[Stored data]
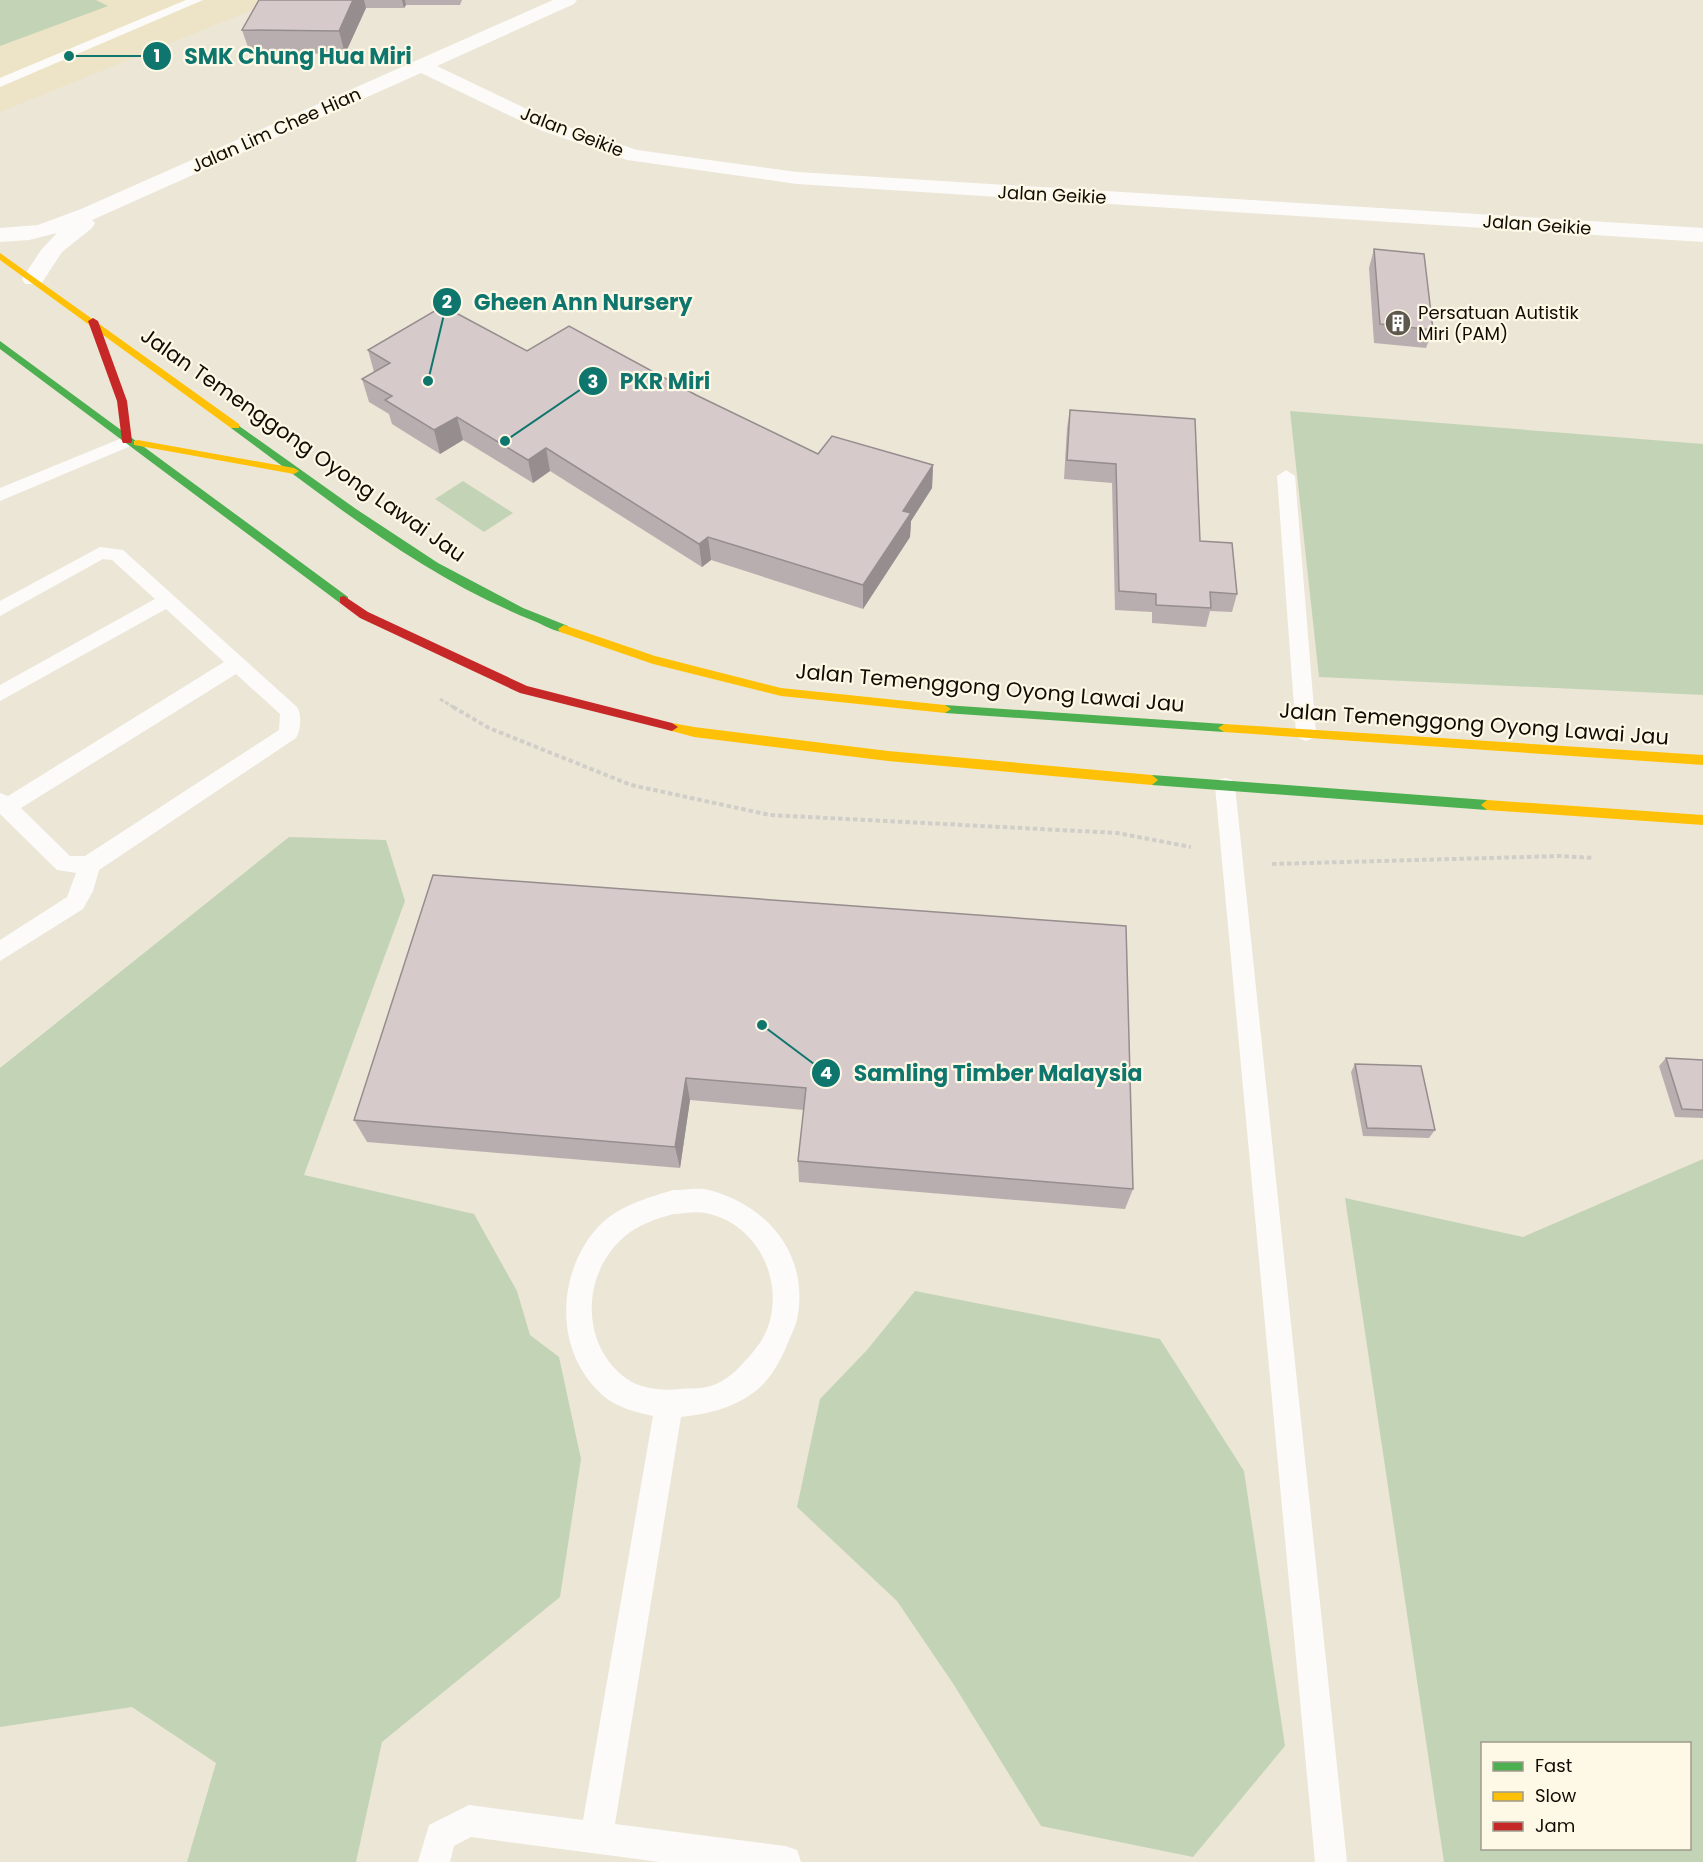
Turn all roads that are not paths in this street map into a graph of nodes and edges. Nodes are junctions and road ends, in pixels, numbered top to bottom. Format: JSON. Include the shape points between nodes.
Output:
{"nodes":[{"id":1,"x":197,"y":0,"type":"edge"},
{"id":2,"x":568,"y":0,"type":"edge"},
{"id":3,"x":420,"y":65,"type":"junction"},
{"id":4,"x":0,"y":83,"type":"edge"},
{"id":5,"x":116,"y":202,"type":"junction"},
{"id":6,"x":0,"y":235,"type":"edge"},
{"id":7,"x":1703,"y":235,"type":"edge"},
{"id":8,"x":0,"y":256,"type":"edge"},
{"id":9,"x":33,"y":279,"type":"junction"},
{"id":10,"x":93,"y":321,"type":"junction"},
{"id":11,"x":0,"y":344,"type":"edge"},
{"id":12,"x":127,"y":441,"type":"junction"},
{"id":13,"x":299,"y":472,"type":"junction"},
{"id":14,"x":1286,"y":476,"type":"dead end"},
{"id":15,"x":2,"y":490,"type":"edge"},
{"id":16,"x":166,"y":601,"type":"junction"},
{"id":17,"x":0,"y":609,"type":"edge"},
{"id":18,"x":236,"y":664,"type":"junction"},
{"id":19,"x":0,"y":694,"type":"edge"},
{"id":20,"x":1306,"y":734,"type":"junction"},
{"id":21,"x":1703,"y":760,"type":"edge"},
{"id":22,"x":1226,"y":786,"type":"junction"},
{"id":23,"x":3,"y":804,"type":"edge"},
{"id":24,"x":1703,"y":820,"type":"edge"},
{"id":25,"x":89,"y":865,"type":"junction"},
{"id":26,"x":0,"y":952,"type":"edge"},
{"id":27,"x":669,"y":1404,"type":"junction"},
{"id":28,"x":596,"y":1838,"type":"junction"},
{"id":29,"x":434,"y":1862,"type":"edge"},
{"id":30,"x":785,"y":1862,"type":"edge"},
{"id":31,"x":1331,"y":1862,"type":"edge"}],
"edges":[{"from":1,"to":4,"type":"lane"},
{"from":2,"to":3,"type":"street","name":"Jalan Lim Chee Hian"},
{"from":3,"to":5,"type":"street","name":"Jalan Lim Chee Hian"},
{"from":3,"to":7,"type":"street","name":"Jalan Geikie","via":[[547,126],[634,156],[797,178]]},
{"from":5,"to":6,"type":"street","name":"Jalan Lim Chee Hian","via":[[57,225]]},
{"from":5,"to":9,"type":"street","name":"Jalan Lim Chee Hian","via":[[58,243],[42,259]]},
{"from":8,"to":9,"type":"main road","name":"Jalan Temenggong Oyong Lawai Jau"},
{"from":9,"to":10,"type":"main road","name":"Jalan Temenggong Oyong Lawai Jau"},
{"from":10,"to":12,"type":"main road","via":[[122,401]]},
{"from":10,"to":13,"type":"main road","name":"Jalan Temenggong Oyong Lawai Jau"},
{"from":11,"to":12,"type":"main road"},
{"from":12,"to":13,"type":"main road"},
{"from":12,"to":15,"type":"lane"},
{"from":12,"to":22,"type":"main road","via":[[364,615],[524,690],[694,732],[888,756]]},
{"from":13,"to":20,"type":"main road","name":"Jalan Temenggong Oyong Lawai Jau","via":[[459,581],[522,614],[653,660],[781,692],[923,708]]},
{"from":14,"to":20,"type":"lane"},
{"from":16,"to":17,"type":"lane","via":[[117,554],[100,553]]},
{"from":16,"to":18,"type":"lane"},
{"from":16,"to":19,"type":"lane"},
{"from":18,"to":23,"type":"lane"},
{"from":18,"to":25,"type":"lane","via":[[290,712],[289,733]]},
{"from":20,"to":21,"type":"main road","name":"Jalan Temenggong Oyong Lawai Jau"},
{"from":22,"to":24,"type":"main road"},
{"from":22,"to":31,"type":"lane"},
{"from":23,"to":25,"type":"lane","via":[[65,864]]},
{"from":25,"to":26,"type":"lane","via":[[75,903]]},
{"from":27,"to":27,"type":"lane","via":[[648,1402],[617,1388],[594,1365],[579,1332],[578,1297],[589,1263],[609,1234],[638,1213],[673,1202],[707,1202],[739,1213],[766,1234],[782,1260],[788,1292],[784,1324],[770,1355],[747,1381],[716,1398],[683,1406]]},
{"from":27,"to":28,"type":"lane"},
{"from":28,"to":29,"type":"lane","via":[[469,1821],[440,1836]]},
{"from":28,"to":30,"type":"lane"}]}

:: Problem requirements ::
In your copy, include no pictures, but reproduce all records exactly.

:: Reply to the task ::
Turn all roads that are not paths in this street map into a graph of nodes and edges. Nodes are junctions and road ends, in pixels, numbered top to bottom. Format: JSON. Include the shape points between nodes.
Output:
{"nodes":[{"id":1,"x":197,"y":0,"type":"edge"},
{"id":2,"x":568,"y":0,"type":"edge"},
{"id":3,"x":420,"y":65,"type":"junction"},
{"id":4,"x":0,"y":83,"type":"edge"},
{"id":5,"x":116,"y":202,"type":"junction"},
{"id":6,"x":0,"y":235,"type":"edge"},
{"id":7,"x":1703,"y":235,"type":"edge"},
{"id":8,"x":0,"y":256,"type":"edge"},
{"id":9,"x":33,"y":279,"type":"junction"},
{"id":10,"x":93,"y":321,"type":"junction"},
{"id":11,"x":0,"y":344,"type":"edge"},
{"id":12,"x":127,"y":441,"type":"junction"},
{"id":13,"x":299,"y":472,"type":"junction"},
{"id":14,"x":1286,"y":476,"type":"dead end"},
{"id":15,"x":2,"y":490,"type":"edge"},
{"id":16,"x":166,"y":601,"type":"junction"},
{"id":17,"x":0,"y":609,"type":"edge"},
{"id":18,"x":236,"y":664,"type":"junction"},
{"id":19,"x":0,"y":694,"type":"edge"},
{"id":20,"x":1306,"y":734,"type":"junction"},
{"id":21,"x":1703,"y":760,"type":"edge"},
{"id":22,"x":1226,"y":786,"type":"junction"},
{"id":23,"x":3,"y":804,"type":"edge"},
{"id":24,"x":1703,"y":820,"type":"edge"},
{"id":25,"x":89,"y":865,"type":"junction"},
{"id":26,"x":0,"y":952,"type":"edge"},
{"id":27,"x":669,"y":1404,"type":"junction"},
{"id":28,"x":596,"y":1838,"type":"junction"},
{"id":29,"x":434,"y":1862,"type":"edge"},
{"id":30,"x":785,"y":1862,"type":"edge"},
{"id":31,"x":1331,"y":1862,"type":"edge"}],
"edges":[{"from":1,"to":4,"type":"lane"},
{"from":2,"to":3,"type":"street","name":"Jalan Lim Chee Hian"},
{"from":3,"to":5,"type":"street","name":"Jalan Lim Chee Hian"},
{"from":3,"to":7,"type":"street","name":"Jalan Geikie","via":[[547,126],[634,156],[797,178]]},
{"from":5,"to":6,"type":"street","name":"Jalan Lim Chee Hian","via":[[57,225]]},
{"from":5,"to":9,"type":"street","name":"Jalan Lim Chee Hian","via":[[58,243],[42,259]]},
{"from":8,"to":9,"type":"main road","name":"Jalan Temenggong Oyong Lawai Jau"},
{"from":9,"to":10,"type":"main road","name":"Jalan Temenggong Oyong Lawai Jau"},
{"from":10,"to":12,"type":"main road","via":[[122,401]]},
{"from":10,"to":13,"type":"main road","name":"Jalan Temenggong Oyong Lawai Jau"},
{"from":11,"to":12,"type":"main road"},
{"from":12,"to":13,"type":"main road"},
{"from":12,"to":15,"type":"lane"},
{"from":12,"to":22,"type":"main road","via":[[364,615],[524,690],[694,732],[888,756]]},
{"from":13,"to":20,"type":"main road","name":"Jalan Temenggong Oyong Lawai Jau","via":[[459,581],[522,614],[653,660],[781,692],[923,708]]},
{"from":14,"to":20,"type":"lane"},
{"from":16,"to":17,"type":"lane","via":[[117,554],[100,553]]},
{"from":16,"to":18,"type":"lane"},
{"from":16,"to":19,"type":"lane"},
{"from":18,"to":23,"type":"lane"},
{"from":18,"to":25,"type":"lane","via":[[290,712],[289,733]]},
{"from":20,"to":21,"type":"main road","name":"Jalan Temenggong Oyong Lawai Jau"},
{"from":22,"to":24,"type":"main road"},
{"from":22,"to":31,"type":"lane"},
{"from":23,"to":25,"type":"lane","via":[[65,864]]},
{"from":25,"to":26,"type":"lane","via":[[75,903]]},
{"from":27,"to":27,"type":"lane","via":[[648,1402],[617,1388],[594,1365],[579,1332],[578,1297],[589,1263],[609,1234],[638,1213],[673,1202],[707,1202],[739,1213],[766,1234],[782,1260],[788,1292],[784,1324],[770,1355],[747,1381],[716,1398],[683,1406]]},
{"from":27,"to":28,"type":"lane"},
{"from":28,"to":29,"type":"lane","via":[[469,1821],[440,1836]]},
{"from":28,"to":30,"type":"lane"}]}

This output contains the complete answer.